Ошарашенные раздавшейся речью, стражники развернулись, до конца ещё не понимая, что же происходит и кто это говорит. Ответа из их уст не последовало. Оттого голос повторил свой вопрос с той же особенностью и главное, с тем же настроем, будто говоривший являлся вершителем власти и теперь требовал отчёта. На тот момент, я искренне так и решил. Подумал, что это их начальство прибыло сюда.

Стражник, что ранее вёл разговор со мной, наконец смог сообразить хоть какой-то ответ:

– Воровство, уличён на рынке, – будто докладывал он. – Потом остановился, явно осознав странность ситуации и свою в некотором роде оплошность, и с подозрительностью уточнил, – вы то кто такой?

– Путник, – отмахнулся от вопроса незнакомец.

Сказанное явно разозлило, но и одновременно принесло облегчение стражнику, и он уже с большой серьёзностью и с некоторым нажимом в голосе проговорил:

– Требую не вмешиваться, происходит правосудие. Иначе могут быть выдвинуты обвинения в пособничестве.

– И не собирался, – прозвучал успокаивающий голос в ответ, – но хотел бы заметить, что нередко такие дела решают возмещением ущерба, – с простодушием заметил незнакомец.

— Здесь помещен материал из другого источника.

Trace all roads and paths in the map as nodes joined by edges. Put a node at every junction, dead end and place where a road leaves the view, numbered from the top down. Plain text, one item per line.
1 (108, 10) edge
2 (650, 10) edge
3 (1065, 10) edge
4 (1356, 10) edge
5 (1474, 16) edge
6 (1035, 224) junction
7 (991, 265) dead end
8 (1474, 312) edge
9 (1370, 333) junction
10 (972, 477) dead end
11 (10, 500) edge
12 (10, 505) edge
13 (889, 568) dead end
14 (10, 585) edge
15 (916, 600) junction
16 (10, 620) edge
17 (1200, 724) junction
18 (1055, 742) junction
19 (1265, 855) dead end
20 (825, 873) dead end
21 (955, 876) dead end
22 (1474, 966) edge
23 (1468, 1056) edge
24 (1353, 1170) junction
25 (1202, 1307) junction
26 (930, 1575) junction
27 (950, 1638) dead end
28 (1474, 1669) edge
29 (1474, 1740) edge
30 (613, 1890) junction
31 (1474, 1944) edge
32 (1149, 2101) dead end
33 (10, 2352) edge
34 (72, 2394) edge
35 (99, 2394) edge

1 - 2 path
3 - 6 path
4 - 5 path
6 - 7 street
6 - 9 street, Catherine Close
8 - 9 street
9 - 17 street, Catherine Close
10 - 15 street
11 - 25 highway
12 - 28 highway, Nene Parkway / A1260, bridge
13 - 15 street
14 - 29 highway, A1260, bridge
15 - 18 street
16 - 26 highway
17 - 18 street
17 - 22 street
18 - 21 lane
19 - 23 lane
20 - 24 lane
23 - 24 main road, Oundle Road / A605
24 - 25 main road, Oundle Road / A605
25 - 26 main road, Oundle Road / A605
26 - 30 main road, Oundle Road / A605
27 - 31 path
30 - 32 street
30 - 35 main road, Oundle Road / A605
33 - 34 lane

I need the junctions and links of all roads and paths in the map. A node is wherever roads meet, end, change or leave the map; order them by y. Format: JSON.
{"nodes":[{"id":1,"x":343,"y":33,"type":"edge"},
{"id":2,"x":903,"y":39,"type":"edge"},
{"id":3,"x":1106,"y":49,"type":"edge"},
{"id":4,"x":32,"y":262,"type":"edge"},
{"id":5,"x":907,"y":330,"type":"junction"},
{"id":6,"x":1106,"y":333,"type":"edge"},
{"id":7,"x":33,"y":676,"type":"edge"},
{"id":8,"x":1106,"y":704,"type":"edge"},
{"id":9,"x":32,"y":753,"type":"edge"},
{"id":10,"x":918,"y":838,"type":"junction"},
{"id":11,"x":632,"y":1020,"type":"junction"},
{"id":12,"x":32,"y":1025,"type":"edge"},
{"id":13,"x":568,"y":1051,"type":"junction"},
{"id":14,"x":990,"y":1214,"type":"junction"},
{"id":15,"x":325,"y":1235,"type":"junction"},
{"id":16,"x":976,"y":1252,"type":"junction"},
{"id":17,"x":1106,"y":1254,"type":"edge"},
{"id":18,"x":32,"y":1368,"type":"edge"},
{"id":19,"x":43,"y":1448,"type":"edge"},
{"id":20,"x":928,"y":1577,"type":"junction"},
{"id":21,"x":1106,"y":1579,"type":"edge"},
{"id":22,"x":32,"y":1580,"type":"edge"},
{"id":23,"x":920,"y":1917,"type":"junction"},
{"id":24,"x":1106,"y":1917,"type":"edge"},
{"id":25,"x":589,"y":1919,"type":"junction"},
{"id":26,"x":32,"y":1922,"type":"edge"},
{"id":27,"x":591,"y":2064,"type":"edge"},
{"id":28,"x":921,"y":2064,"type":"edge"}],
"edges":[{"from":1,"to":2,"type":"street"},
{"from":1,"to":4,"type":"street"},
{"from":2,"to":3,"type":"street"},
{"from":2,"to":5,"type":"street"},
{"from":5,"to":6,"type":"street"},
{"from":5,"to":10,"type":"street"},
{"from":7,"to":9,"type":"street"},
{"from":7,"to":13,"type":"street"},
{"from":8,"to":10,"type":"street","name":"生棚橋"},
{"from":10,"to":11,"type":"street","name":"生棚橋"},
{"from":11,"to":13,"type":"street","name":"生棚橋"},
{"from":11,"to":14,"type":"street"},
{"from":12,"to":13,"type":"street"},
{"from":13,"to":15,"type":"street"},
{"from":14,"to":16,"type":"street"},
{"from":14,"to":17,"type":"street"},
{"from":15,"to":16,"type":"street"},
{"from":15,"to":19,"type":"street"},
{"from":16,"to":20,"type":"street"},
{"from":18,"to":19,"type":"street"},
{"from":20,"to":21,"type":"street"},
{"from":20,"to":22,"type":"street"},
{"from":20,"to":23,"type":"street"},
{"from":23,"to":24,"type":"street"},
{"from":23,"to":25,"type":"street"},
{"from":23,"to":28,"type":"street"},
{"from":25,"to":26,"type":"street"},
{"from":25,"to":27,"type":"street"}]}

Стражник, поняв, к чему всё идёт, явно оживился:

– Вы верно рассуждаете, господин, вот задержанный с голоду совершил воровство, его можно понять и не стоит наказывать сурово, но требуется восполнить потерю пострадавшего, полагаю, мы бы с напарником за двадцать серебряков всё уладили, – запросил он цену, нисколько не убавив жадности, а наоборот, уверенно оценив, что здесь можно попытаться получить больший куш.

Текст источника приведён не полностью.